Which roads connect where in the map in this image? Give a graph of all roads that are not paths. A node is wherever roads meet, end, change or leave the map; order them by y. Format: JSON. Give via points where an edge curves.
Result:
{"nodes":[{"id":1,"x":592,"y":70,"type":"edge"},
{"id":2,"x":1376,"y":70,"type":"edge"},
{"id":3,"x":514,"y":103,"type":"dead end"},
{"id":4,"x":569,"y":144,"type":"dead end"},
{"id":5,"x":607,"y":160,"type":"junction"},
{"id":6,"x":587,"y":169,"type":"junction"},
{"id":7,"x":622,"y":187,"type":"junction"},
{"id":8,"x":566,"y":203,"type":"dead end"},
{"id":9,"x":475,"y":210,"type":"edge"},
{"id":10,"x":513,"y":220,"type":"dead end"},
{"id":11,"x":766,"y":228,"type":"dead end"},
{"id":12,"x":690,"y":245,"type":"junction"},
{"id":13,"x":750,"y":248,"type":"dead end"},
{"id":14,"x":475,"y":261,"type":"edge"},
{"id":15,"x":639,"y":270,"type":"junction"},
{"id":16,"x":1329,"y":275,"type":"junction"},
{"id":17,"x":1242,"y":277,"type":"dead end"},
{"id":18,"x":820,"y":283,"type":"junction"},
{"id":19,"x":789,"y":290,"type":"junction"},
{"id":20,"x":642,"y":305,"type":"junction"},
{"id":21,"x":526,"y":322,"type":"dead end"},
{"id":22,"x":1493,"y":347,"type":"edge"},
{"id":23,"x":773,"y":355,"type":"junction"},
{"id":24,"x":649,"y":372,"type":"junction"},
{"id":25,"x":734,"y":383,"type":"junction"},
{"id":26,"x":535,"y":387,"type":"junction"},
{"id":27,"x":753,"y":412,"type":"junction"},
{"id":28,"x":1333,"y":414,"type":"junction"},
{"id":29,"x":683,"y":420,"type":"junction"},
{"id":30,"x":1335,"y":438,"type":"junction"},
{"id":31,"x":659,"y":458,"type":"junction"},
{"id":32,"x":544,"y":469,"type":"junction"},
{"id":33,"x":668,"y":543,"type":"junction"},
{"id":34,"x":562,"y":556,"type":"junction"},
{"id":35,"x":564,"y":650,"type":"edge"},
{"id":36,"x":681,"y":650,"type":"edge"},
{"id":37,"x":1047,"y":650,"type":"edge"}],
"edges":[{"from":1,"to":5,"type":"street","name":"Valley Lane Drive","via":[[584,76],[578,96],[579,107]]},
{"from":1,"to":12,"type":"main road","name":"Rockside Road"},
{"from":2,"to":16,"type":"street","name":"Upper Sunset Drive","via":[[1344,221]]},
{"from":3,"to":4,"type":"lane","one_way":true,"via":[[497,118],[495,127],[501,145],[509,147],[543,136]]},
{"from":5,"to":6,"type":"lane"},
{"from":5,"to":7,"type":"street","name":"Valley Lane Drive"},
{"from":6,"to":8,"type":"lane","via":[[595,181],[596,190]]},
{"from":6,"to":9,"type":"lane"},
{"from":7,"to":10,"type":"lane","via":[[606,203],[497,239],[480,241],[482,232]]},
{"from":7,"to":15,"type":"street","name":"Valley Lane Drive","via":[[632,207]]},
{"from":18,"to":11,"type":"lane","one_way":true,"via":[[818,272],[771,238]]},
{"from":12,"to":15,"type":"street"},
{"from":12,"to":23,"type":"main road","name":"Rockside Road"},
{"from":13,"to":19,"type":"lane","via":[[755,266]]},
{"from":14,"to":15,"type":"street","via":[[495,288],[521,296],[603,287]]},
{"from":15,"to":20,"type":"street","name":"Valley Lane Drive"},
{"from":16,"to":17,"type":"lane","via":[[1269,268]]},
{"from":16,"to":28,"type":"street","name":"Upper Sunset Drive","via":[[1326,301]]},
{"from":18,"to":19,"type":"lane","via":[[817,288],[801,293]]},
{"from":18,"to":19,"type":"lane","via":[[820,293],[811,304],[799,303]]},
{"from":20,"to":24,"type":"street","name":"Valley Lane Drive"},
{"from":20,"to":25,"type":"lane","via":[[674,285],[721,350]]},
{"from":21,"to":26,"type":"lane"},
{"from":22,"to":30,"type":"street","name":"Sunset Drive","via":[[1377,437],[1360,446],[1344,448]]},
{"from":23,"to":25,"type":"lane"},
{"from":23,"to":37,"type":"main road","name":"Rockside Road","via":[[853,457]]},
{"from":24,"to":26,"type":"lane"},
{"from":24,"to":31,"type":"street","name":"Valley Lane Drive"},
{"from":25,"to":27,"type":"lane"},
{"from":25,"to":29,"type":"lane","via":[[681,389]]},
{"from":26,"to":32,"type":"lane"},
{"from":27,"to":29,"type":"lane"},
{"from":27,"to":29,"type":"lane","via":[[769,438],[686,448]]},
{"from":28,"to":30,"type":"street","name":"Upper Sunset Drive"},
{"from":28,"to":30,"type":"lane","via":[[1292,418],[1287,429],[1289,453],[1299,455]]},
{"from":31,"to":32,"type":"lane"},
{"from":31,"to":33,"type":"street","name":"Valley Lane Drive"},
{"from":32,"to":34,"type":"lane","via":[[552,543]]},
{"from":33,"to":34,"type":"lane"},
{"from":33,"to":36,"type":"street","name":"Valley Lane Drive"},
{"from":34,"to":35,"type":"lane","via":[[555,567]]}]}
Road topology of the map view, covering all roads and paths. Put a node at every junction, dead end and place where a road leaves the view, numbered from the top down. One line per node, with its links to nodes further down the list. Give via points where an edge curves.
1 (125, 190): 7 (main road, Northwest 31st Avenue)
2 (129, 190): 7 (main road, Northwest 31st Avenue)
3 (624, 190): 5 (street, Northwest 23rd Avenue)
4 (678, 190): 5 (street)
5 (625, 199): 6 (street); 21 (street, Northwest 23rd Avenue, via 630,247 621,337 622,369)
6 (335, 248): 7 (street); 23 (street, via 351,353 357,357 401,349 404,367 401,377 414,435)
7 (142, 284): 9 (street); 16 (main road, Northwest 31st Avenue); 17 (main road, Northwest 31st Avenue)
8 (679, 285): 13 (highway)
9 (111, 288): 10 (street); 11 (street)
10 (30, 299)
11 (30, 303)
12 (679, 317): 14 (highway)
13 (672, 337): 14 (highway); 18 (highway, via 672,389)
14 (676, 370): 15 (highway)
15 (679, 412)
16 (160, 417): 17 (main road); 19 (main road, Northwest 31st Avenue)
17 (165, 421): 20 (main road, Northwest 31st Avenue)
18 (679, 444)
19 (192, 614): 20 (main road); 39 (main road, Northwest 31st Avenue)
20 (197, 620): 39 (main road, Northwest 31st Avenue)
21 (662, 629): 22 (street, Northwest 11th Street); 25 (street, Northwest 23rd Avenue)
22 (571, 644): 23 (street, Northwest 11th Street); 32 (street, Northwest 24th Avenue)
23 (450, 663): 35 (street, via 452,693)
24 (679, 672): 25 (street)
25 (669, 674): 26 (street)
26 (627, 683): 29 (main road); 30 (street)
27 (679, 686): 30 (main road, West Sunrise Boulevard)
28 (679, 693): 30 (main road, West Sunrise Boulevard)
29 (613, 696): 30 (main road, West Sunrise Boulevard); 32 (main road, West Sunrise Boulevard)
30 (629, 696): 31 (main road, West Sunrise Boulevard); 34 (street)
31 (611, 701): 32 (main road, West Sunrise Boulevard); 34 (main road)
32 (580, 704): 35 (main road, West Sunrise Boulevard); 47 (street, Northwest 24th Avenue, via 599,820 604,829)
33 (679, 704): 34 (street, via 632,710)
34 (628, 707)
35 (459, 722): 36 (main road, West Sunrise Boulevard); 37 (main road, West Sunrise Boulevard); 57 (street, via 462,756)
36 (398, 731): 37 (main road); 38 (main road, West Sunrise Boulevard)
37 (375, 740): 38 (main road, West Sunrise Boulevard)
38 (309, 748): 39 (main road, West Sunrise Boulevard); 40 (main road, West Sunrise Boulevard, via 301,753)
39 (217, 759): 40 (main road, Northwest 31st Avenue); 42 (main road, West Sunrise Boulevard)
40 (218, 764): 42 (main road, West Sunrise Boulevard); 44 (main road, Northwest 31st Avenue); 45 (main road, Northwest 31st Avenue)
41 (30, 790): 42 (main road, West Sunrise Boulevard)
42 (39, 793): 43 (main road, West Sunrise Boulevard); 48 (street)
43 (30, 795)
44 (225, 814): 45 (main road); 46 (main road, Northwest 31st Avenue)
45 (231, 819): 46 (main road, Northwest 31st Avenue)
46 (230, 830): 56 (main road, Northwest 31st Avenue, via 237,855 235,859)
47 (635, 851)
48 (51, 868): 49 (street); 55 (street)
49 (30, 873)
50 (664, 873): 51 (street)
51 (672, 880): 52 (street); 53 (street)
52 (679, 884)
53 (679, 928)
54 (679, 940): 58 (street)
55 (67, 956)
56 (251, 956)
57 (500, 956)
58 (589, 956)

TASK DESCRIPTION » Spot the lines above that mention "Sunset" and copy them.

SOLUTION »
{"from":2,"to":16,"type":"street","name":"Upper Sunset Drive","via":[[1344,221]]},
{"from":16,"to":28,"type":"street","name":"Upper Sunset Drive","via":[[1326,301]]},
{"from":22,"to":30,"type":"street","name":"Sunset Drive","via":[[1377,437],[1360,446],[1344,448]]},
{"from":28,"to":30,"type":"street","name":"Upper Sunset Drive"},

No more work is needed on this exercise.